* [What you need to do]: Below are some entries. Copy each line in them that holds "edges".

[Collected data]
***

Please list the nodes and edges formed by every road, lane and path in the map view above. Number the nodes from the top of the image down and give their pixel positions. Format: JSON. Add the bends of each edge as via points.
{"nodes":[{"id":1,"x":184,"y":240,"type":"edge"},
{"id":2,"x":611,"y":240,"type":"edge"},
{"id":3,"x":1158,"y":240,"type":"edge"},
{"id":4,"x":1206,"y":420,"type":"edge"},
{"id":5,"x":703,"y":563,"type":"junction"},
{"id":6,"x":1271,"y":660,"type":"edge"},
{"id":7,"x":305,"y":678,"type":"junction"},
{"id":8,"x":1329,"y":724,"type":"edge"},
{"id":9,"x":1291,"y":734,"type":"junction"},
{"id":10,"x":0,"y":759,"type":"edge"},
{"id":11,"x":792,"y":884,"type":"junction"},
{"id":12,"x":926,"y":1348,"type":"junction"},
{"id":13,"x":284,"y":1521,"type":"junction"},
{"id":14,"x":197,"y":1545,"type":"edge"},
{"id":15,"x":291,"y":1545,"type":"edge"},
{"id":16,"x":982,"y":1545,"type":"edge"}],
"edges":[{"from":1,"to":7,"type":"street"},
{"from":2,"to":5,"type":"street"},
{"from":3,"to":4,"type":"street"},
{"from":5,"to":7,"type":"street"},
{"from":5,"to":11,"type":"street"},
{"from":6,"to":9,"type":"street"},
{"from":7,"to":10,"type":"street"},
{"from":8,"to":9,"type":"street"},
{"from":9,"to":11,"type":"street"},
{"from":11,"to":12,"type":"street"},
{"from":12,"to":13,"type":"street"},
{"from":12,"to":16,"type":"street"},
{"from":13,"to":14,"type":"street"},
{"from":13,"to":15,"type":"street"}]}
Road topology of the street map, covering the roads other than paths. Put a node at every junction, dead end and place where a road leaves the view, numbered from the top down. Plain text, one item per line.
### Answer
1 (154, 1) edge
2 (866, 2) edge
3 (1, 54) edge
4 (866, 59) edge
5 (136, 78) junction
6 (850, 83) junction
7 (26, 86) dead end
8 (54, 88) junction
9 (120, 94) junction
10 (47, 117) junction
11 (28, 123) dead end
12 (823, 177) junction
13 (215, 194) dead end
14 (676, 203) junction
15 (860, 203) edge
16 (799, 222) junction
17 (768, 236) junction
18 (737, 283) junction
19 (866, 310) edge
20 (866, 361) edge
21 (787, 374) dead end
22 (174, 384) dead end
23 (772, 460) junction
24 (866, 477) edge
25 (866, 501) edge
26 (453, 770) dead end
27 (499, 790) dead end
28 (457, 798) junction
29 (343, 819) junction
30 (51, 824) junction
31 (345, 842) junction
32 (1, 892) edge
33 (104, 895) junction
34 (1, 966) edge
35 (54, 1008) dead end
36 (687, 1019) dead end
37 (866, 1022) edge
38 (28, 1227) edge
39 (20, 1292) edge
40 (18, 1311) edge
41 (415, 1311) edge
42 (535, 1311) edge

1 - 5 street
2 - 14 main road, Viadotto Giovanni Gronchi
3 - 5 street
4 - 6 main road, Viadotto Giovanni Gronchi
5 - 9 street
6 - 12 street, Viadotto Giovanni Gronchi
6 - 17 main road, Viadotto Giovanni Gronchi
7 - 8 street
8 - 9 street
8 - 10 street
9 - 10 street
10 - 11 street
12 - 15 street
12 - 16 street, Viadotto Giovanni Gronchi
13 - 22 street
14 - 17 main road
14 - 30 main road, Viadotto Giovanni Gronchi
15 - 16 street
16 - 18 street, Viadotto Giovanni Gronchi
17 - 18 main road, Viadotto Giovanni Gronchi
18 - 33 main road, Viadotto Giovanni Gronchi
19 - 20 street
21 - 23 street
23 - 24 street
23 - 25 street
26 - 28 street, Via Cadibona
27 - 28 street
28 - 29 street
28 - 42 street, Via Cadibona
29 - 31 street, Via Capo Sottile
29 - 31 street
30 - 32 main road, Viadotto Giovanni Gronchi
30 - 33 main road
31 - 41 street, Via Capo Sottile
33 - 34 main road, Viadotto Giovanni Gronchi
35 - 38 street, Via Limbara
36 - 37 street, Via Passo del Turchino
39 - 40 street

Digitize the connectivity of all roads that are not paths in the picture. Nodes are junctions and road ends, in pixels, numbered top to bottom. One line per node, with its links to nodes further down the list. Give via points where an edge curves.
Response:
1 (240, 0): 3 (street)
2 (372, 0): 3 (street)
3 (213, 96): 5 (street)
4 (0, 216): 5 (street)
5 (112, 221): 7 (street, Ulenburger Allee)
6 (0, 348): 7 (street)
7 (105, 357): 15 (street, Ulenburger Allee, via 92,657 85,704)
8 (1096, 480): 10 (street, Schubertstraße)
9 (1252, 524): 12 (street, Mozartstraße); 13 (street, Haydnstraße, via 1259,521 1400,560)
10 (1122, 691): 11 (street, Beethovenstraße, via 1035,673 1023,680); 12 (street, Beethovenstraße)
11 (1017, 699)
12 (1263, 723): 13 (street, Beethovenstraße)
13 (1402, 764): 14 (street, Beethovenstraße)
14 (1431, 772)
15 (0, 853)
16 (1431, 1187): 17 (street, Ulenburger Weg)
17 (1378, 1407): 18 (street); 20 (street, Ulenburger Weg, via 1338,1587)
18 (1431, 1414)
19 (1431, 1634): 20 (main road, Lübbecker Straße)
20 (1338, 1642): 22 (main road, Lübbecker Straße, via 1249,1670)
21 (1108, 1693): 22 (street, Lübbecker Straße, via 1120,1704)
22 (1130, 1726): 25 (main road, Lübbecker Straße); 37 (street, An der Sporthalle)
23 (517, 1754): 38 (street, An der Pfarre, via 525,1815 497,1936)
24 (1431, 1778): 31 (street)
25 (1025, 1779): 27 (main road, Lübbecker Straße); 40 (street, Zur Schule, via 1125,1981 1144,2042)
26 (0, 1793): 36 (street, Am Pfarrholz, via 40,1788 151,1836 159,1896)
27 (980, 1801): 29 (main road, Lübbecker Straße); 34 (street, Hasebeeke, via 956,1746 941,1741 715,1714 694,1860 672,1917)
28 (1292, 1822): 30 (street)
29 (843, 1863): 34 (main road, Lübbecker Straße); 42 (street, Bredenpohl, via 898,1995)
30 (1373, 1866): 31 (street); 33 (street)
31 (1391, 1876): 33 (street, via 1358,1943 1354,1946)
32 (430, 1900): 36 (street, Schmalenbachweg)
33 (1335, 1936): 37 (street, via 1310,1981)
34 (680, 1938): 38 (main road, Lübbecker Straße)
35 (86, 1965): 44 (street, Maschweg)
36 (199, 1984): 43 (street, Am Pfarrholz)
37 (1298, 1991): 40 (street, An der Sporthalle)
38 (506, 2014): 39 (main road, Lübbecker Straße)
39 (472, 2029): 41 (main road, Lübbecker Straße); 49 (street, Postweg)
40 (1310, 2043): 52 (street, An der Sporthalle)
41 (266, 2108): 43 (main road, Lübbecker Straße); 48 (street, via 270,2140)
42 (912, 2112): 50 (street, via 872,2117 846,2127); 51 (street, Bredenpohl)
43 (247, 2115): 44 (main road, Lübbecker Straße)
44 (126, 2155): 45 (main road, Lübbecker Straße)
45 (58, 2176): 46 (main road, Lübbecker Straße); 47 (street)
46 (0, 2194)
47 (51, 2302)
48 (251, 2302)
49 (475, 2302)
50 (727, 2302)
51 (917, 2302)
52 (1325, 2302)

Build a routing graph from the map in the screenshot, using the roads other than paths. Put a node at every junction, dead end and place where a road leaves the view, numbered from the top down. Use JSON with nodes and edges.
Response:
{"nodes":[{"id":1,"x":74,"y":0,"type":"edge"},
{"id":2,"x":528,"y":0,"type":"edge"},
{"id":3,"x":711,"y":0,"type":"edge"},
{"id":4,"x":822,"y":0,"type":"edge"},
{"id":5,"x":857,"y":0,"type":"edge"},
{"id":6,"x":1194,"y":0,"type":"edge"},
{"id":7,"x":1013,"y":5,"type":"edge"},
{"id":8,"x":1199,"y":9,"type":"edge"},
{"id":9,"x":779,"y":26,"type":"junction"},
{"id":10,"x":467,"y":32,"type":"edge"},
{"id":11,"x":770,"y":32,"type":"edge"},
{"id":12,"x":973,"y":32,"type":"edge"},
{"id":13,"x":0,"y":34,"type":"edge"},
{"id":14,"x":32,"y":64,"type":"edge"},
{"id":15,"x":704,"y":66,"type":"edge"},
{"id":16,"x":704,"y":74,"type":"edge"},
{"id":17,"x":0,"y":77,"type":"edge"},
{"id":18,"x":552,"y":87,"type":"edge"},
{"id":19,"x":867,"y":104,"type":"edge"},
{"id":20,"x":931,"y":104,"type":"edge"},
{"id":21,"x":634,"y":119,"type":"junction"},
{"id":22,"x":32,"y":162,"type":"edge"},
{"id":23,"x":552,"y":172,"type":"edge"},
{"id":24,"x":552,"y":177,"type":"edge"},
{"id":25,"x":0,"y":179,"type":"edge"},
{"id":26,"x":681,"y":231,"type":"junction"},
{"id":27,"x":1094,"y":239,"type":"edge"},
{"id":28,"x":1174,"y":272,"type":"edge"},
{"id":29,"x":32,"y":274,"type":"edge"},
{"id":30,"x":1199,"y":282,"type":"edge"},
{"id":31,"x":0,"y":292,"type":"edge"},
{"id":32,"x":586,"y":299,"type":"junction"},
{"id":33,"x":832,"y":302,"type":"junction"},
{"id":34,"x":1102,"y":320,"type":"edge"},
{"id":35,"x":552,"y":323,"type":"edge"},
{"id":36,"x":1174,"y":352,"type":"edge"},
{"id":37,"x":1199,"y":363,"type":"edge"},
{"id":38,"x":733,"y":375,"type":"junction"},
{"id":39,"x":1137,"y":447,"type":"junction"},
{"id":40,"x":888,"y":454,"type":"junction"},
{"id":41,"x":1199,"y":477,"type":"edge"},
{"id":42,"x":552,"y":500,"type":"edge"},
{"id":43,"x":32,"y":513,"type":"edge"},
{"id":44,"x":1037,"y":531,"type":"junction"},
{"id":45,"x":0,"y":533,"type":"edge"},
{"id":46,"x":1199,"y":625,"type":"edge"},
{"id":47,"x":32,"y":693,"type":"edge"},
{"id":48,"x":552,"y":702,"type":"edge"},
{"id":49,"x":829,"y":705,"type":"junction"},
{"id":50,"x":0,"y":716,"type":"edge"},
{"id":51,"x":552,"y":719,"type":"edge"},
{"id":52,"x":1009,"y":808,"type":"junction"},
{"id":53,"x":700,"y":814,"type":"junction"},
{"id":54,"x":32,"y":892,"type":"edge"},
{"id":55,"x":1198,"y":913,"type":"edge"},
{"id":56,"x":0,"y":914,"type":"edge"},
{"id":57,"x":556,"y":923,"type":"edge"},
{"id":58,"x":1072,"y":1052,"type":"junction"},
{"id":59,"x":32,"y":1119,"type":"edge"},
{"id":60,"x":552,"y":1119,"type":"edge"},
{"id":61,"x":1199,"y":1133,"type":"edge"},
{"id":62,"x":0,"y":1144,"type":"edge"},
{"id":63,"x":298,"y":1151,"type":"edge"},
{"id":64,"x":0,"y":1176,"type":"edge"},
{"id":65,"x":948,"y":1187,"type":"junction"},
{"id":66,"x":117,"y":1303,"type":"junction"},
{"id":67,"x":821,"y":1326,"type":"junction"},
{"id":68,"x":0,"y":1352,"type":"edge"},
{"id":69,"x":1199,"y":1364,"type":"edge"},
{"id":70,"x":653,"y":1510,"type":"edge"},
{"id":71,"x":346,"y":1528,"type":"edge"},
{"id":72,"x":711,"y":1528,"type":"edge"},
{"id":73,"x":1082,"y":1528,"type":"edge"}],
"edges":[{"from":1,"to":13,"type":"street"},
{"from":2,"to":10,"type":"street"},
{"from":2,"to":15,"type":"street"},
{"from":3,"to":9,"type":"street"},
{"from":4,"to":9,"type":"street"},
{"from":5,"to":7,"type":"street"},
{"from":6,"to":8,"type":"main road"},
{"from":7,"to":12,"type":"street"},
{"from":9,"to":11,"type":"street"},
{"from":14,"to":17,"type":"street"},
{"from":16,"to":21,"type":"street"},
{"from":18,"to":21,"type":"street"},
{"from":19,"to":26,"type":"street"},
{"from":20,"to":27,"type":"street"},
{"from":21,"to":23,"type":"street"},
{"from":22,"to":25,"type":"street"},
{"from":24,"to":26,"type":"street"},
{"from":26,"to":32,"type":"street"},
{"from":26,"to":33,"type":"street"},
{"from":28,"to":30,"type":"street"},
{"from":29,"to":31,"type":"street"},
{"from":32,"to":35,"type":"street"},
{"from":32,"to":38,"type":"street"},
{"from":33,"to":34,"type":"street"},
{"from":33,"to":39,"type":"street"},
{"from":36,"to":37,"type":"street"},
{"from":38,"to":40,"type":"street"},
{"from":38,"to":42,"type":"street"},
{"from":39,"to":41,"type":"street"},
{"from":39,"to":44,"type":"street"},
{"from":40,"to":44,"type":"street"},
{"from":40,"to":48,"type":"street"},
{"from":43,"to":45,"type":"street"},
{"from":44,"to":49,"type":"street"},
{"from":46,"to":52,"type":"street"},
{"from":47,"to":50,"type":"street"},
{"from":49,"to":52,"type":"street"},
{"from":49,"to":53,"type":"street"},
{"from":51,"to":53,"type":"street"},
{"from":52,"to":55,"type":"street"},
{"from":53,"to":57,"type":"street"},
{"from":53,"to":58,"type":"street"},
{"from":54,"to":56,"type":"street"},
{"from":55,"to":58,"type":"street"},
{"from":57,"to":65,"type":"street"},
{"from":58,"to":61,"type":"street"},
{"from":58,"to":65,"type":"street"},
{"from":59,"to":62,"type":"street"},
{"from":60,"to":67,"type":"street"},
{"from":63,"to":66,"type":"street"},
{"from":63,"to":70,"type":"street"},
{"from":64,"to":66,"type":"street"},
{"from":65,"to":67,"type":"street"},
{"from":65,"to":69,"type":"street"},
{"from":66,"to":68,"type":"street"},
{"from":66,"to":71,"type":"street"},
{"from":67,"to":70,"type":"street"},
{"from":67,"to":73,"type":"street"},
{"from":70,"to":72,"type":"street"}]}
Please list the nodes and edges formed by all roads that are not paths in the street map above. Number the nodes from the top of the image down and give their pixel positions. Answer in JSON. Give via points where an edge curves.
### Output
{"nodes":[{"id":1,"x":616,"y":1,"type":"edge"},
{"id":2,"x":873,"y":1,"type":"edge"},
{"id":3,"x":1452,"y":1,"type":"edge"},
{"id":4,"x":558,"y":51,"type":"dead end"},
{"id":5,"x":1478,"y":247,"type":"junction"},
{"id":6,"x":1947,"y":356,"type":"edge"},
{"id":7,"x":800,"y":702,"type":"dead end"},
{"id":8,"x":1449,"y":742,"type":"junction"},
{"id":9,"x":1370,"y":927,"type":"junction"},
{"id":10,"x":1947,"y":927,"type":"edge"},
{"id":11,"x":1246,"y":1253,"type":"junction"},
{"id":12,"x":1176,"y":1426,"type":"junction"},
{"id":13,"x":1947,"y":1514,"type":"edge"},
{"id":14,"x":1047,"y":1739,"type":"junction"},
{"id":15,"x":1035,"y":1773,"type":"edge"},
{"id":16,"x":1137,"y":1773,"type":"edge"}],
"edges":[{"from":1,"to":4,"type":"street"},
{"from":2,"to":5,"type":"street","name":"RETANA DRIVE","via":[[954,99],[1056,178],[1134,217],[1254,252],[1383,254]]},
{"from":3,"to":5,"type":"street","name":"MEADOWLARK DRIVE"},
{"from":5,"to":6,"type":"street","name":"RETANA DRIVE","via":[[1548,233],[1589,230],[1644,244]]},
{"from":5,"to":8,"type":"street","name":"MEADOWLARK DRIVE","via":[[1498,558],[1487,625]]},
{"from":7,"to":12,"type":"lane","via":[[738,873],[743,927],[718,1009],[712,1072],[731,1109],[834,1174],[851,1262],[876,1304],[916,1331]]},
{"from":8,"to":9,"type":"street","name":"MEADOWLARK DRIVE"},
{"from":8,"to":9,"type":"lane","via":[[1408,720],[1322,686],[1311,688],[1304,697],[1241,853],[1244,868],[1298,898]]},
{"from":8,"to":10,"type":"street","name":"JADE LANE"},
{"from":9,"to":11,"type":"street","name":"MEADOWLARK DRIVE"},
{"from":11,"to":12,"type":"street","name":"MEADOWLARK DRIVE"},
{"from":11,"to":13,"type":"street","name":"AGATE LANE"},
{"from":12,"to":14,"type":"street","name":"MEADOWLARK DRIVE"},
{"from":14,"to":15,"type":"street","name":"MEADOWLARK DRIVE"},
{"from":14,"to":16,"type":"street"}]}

***

* [Written answer]:
Please list the nodes and edges formed by every road, lane and path in the map view above. Number the nodes from the top of the image down and give their pixel positions. Format: JSON. Add the bends of each edge as via points.
"edges":[{"from":1,"to":7,"type":"street"},
Build a routing graph from the map in the screenshot, using the roads other than paths. Put a node at every junction, dead end and place where a road leaves the view, numbered from the top down. Use JSON with nodes and edges.
"edges":[{"from":1,"to":13,"type":"street"},
Please list the nodes and edges formed by all roads that are not paths in the street map above. Number the nodes from the top of the image down and give their pixel positions. Answer in JSON. Give via points where an edge curves.
"edges":[{"from":1,"to":4,"type":"street"},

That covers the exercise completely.